Oh my God Ash you legend.
- SADIE WHATTHEFUCK
SOME INDIAN GUY JUST FUCKING WALKED INTO MY HOUSE AND ASKED FOR GARBAGE BAGS
LIKE NO SHOO GET THE FUCK OUT MAN
Author's responseOH MY GOD.
"can I have a garbage bag please?"
WHAT THE ACTUAL HELL?!
GET YO' OWN GARBAGE BAGS FUCKER?!
- Next chapter, I demand this line be in there:
"Dude," Ash smirked, laying a hand on my ((Danny's)) shoulder. "Vic's a good fuck, but nothing can compare to Jaime's magical python of bisexual love."

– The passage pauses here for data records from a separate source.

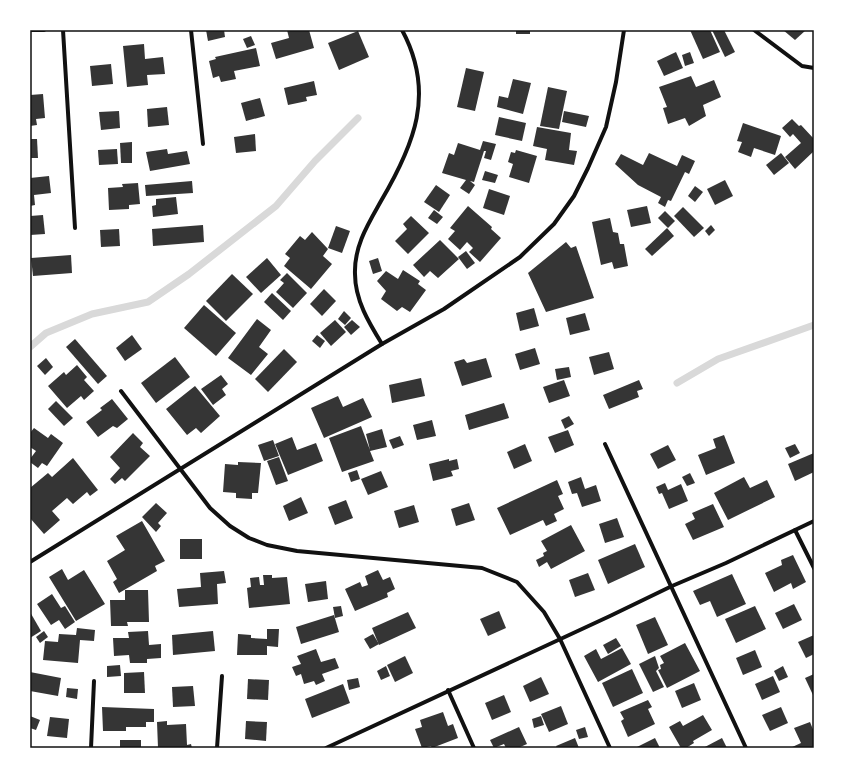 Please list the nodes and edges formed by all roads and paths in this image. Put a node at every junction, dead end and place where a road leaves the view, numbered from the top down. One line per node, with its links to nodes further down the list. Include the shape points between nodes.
1 (30, 30): 2 (street)
2 (44, 30)
3 (62, 30): 10 (street)
4 (191, 30): 9 (street)
5 (402, 30): 11 (street, via 413,57 419,86 418,114 412,139 396,176 362,234 355,259 359,298 369,323)
6 (624, 30): 11 (street, via 606,127 574,196 554,224 520,257 444,309)
7 (754, 30): 8 (street, via 802,66)
8 (814, 68)
9 (202, 144)
10 (75, 228)
11 (382, 344): 14 (street)
12 (121, 392): 14 (street)
13 (605, 444): 19 (street)
14 (181, 468): 17 (street); 20 (street, via 210,508 230,526 249,538 267,545 297,551 482,568 517,582 544,612)
15 (814, 521): 16 (street)
16 (796, 530): 18 (street); 19 (street)
17 (30, 562)
18 (814, 568)
19 (672, 586): 20 (street); 30 (street)
20 (560, 639): 23 (street); 29 (street)
21 (222, 676): 26 (street)
22 (94, 681): 25 (street)
23 (448, 690): 24 (street); 28 (street)
24 (338, 746): 27 (street)
25 (91, 748)
26 (217, 748)
27 (326, 748)
28 (474, 748)
29 (610, 748)
30 (746, 748) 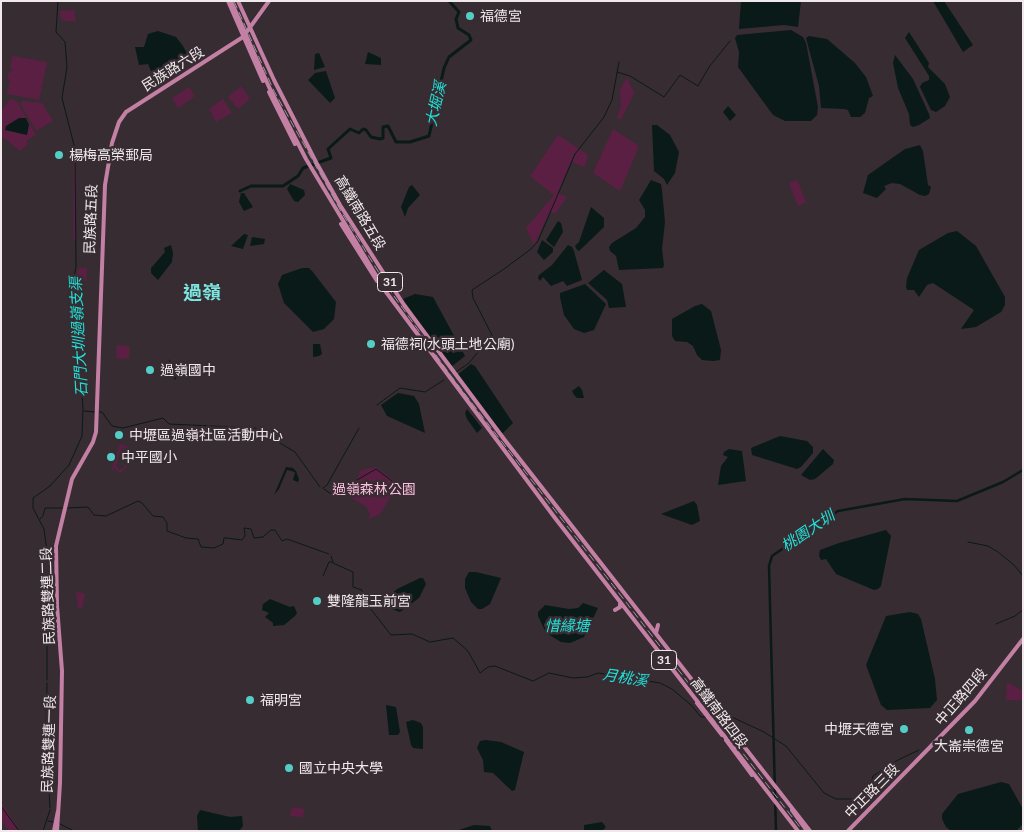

Author's responseOH MY GOD IT WILL BE IN THERE.
Bisexual love holy jesus.
- HEY HEY HEY
SINCE MY NEXT FIC IS BASED AROUND IMing I NEED YOU TO PICK A USERNAME
SWS, BMTH, YMAS, ATL, PTV & MCR are in it so.
And so are Sam and I.
And you too.
Author's responseOH MY FUCKING GOD RIGHT.
My username will be: GirlWithNoLife.
Wait no.. InternetFreak yeah.
oh this will be awesome post the first chapter soon alright.
- I will babygirl.
Best line in it so far:
OneAndOnlySkumfuk: DEAR GOD KELLIN LOOK AT HOW FUCKING PERFECT SHE IS DEAR FUCKING LORD I WANNA MARRY THIS CHICK HOLY FUCK
AnthemMade: Skye, calm your tits. First, stop stalking Ash. Second, ask the girl out. Third: ... did anyone else see how cockmeltingly sexy Fuentes looked today because damn I would let that boy do things I didn't know where possible to my diddly-hole.
Sykopath: SLOW RIGHT THE FUCK DOWN SATAN
Author's responseOH GOD THAT SOUND SO FUNNY
- Oh, hi. Elliot, I'm Ash, your friendly neighborhood whore. I'm not really a whore.
I'm dating a wonderful girl, known here as Sam41 or NothingToProve.
I'm just telling Sadie about a fic I'm writing.
Also: you're a dude, aren't you? You're totally a dude, right?